From the moment the needle settles into the first groove of Hot Stuff, Summer sets out on an unpaved highway in pop music - somewhere between disco and rock 'n' roll, but with disguised ties to what used to be called "soul music" back in the '60s. Summer's ability as a vocalist has never been displayed more convincingly that when she puts a surprising rough edge on Hot Stuff and then tones it down and smoothes it out for Bad Girls.

- The Daily News, 1979

Hot Stuff was a real hot number because when I get up for people I would have to do it three or four times in a row. And I would do it, and they'd want an encore, and then another encore, and then another encore, and I'd be zapped. I mean I would just be zapped out. I mean I have to lay on the floor, literally. Cause I'd fall down. I just couldn't breathe anymore. Cause I jump all over the stage, from one end to the other [when] we do this song. And at some point I said, "Oh, I'm too old to be doing this kind of jumping. I'm' not seventeen."

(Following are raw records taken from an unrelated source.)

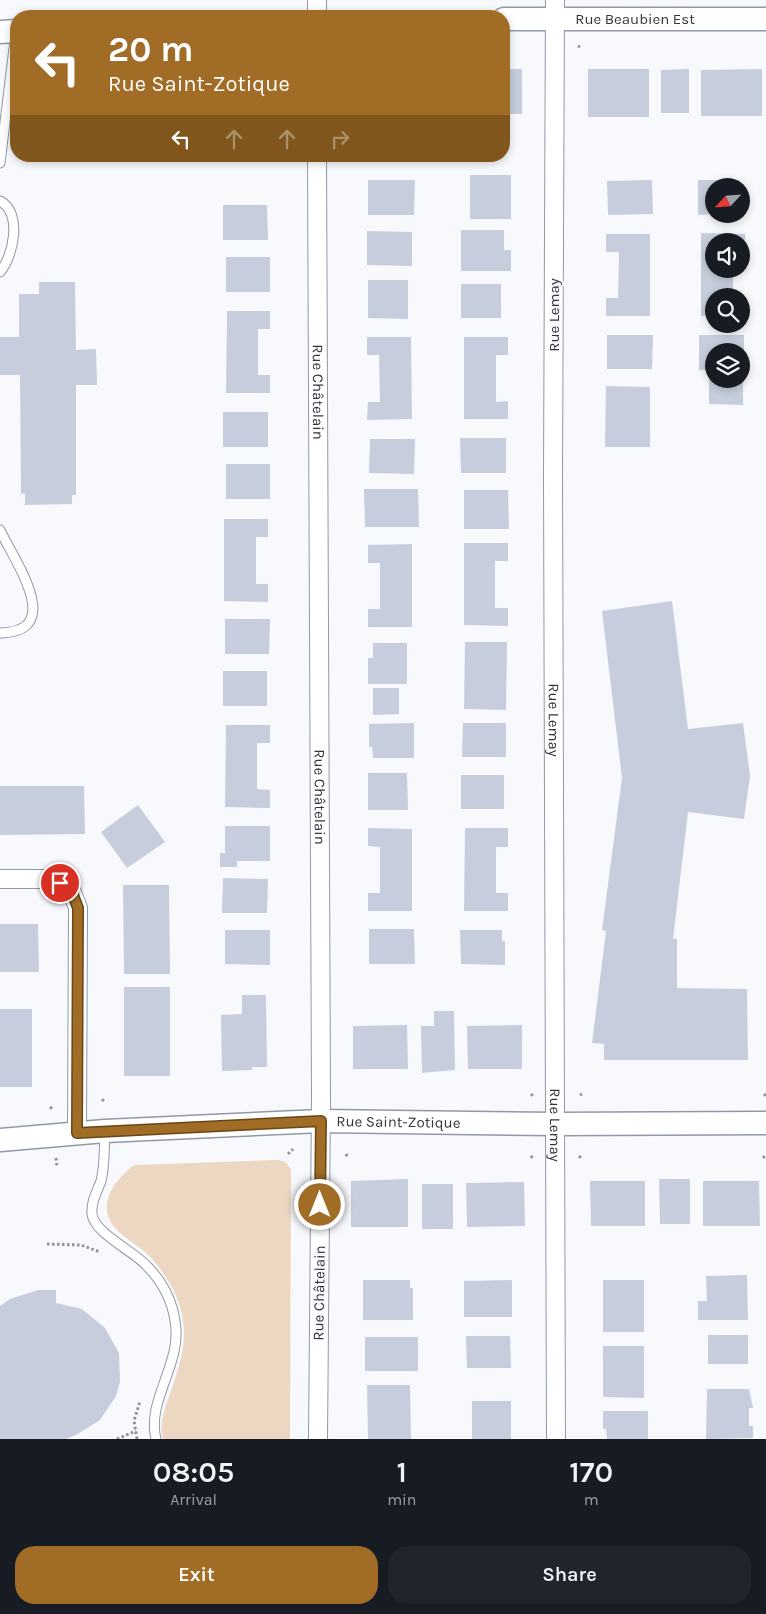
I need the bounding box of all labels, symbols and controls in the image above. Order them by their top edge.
street label: Rue Beaubien Est [575,10,695,28]
text: 20 m [108,29,193,70]
icon: left [25,30,90,95]
text: Rue Saint-Zotique [108,71,290,97]
icon: left [167,125,195,153]
icon: ahead [220,125,248,153]
icon: ahead [273,125,301,153]
icon: right [326,125,354,153]
north arrow [705,178,750,222]
map controls [705,178,750,388]
button: sound [705,233,750,278]
street label: Rue Lemay [545,278,563,352]
button: search [705,288,750,333]
button: layers [705,343,750,388]
street label: Rue Châtelain [309,344,327,440]
street label: Rue Lemay [545,683,563,757]
street label: Rue Châtelain [311,749,329,845]
pin [39,862,81,904]
icon: arrive [46,869,74,897]
street label: Rue Lemay [546,1088,564,1162]
street label: Rue Saint-Zotique [336,1112,461,1132]
position arrow [293,1178,345,1230]
street label: Rue Châtelain [309,1245,329,1341]
text: 08:05 [153,1454,234,1490]
text: 1 [397,1454,407,1490]
text: 170 [569,1454,613,1490]
text: Arrival [170,1490,217,1509]
text: min [387,1490,417,1509]
text: m [584,1490,599,1509]
button: Exit [15,1546,378,1604]
button: Share [388,1546,751,1604]

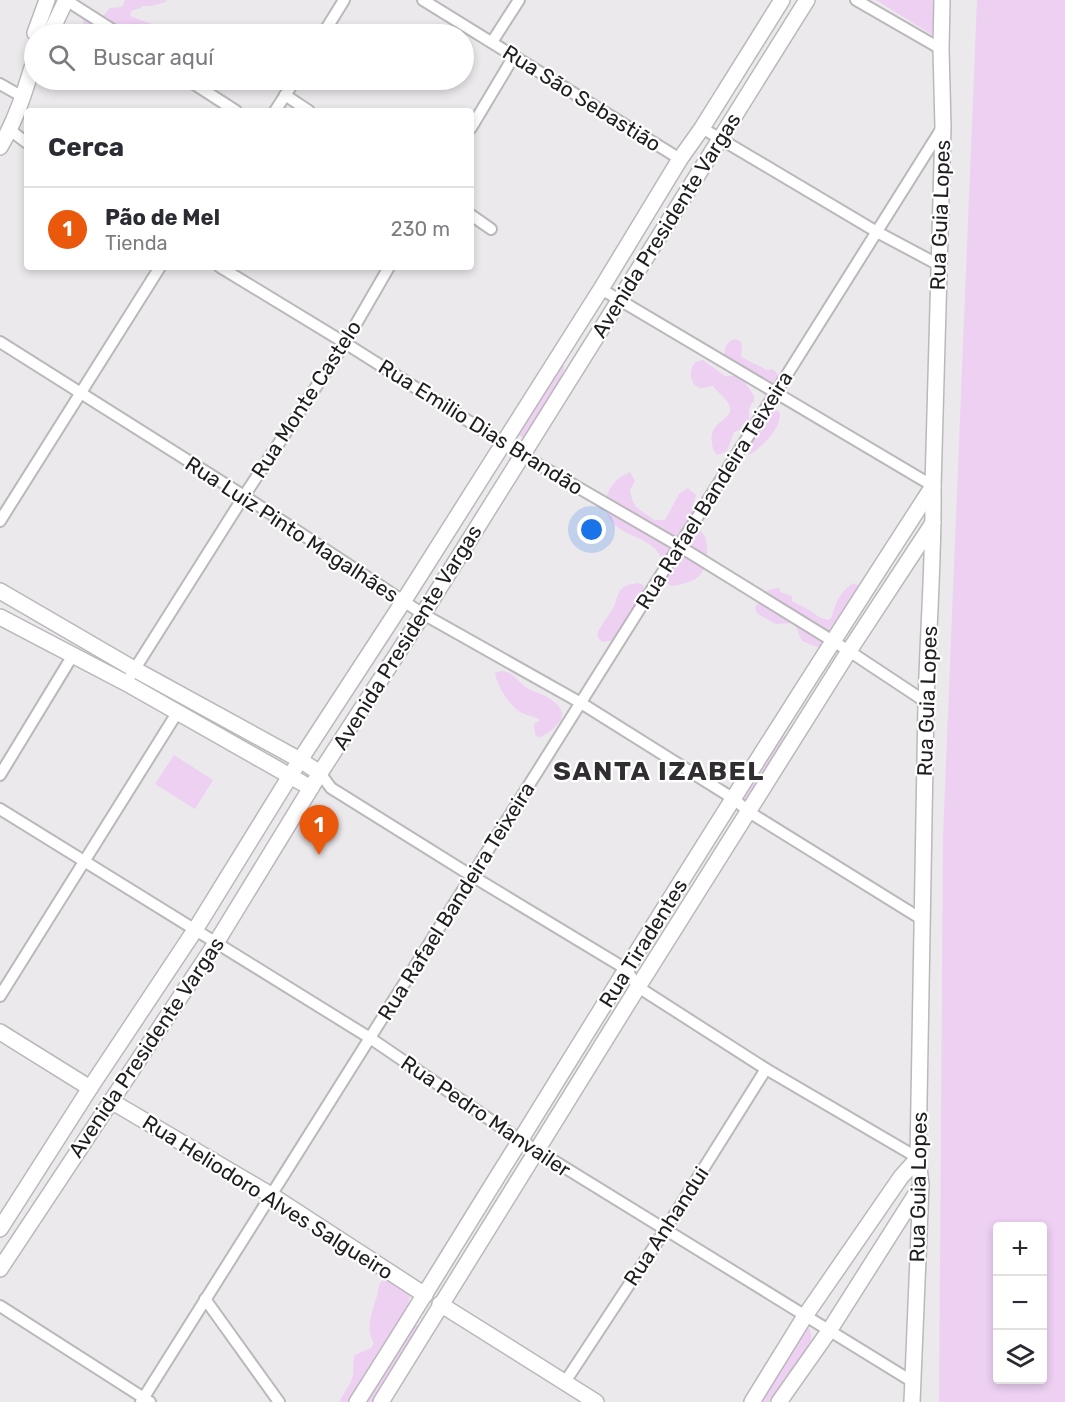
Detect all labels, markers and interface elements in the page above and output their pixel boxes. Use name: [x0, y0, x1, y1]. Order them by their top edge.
search box: [24, 24, 474, 90]
street label: Rua São Sebastião: [498, 39, 666, 157]
icon: search: [45, 41, 78, 74]
text: Buscar aquí: [93, 44, 214, 71]
street label: Avenida Presidente Vargas: [586, 108, 746, 342]
text: Cerca: [48, 132, 124, 163]
street label: Rua Guia Lopes: [925, 139, 955, 291]
text: Pão de Mel: [105, 204, 220, 231]
text: 1: [63, 217, 72, 241]
text: 230 m: [391, 217, 450, 241]
text: Tienda: [105, 231, 168, 255]
street label: Rua Monte Castelo: [246, 315, 366, 483]
street label: Rua Emilio Dias Brandão: [374, 354, 588, 500]
street label: Rua Rafael Bandeira Teixeira: [630, 366, 798, 614]
street label: Rua Luiz Pinto Magalhães: [181, 451, 403, 607]
your location: [577, 515, 606, 544]
street label: Avenida Presidente Vargas: [327, 520, 487, 754]
street label: Rua Guia Lopes: [912, 625, 942, 777]
district label: SANTA IZABEL: [553, 755, 765, 787]
street label: Rua Rafael Bandeira Teixeira: [372, 777, 540, 1025]
pin: 1: [300, 806, 338, 855]
street label: Rua Tiradentes: [594, 874, 692, 1012]
street label: Avenida Presidente Vargas: [63, 932, 229, 1162]
street label: Rua Pedro Manvailer: [396, 1050, 576, 1182]
street label: Rua Heliodoro Alves Salgueiro: [138, 1109, 398, 1285]
street label: Rua Guia Lopes: [904, 1112, 932, 1262]
street label: Rua Anhandui: [618, 1162, 714, 1290]
map controls: [993, 1222, 1047, 1384]
button: +: [993, 1222, 1047, 1276]
button: −: [993, 1276, 1047, 1330]
button: layers: [993, 1330, 1047, 1384]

- Donna Summer, The Hot Ones March 6, 1983 (radio)

The breakthrough cut is "Hot Stuff," a sizzling plea for action, whose slightly retarded, toughened disco rhythm and stinging Jeff Baxter guitar solo suggest Foreigner-style rock, without rutting the energy in metallic sludge. Summer's characteristic coyness is replaced by a hard-boiled, street-cookie directness that makes Linda Ronstadt seem positively demure.

- Rolling Stone, 1979

A lot of people think I'm glorifying prostitution, which is absolutely not correct at all. It's totally the opposite. You know. I would come out of Casablanca Records, which is on Sunset Boulevard, and there would be a lot of girls, you know, soliciting on the street. And they had one at one point who used to dress up like me. And, you know, she really did look a lot type-wise like me - like the album cover, you know. It was frustrating to me that the law didn't provide some way or means for these people to be somewhere, but not where normal people were carrying on business everyday.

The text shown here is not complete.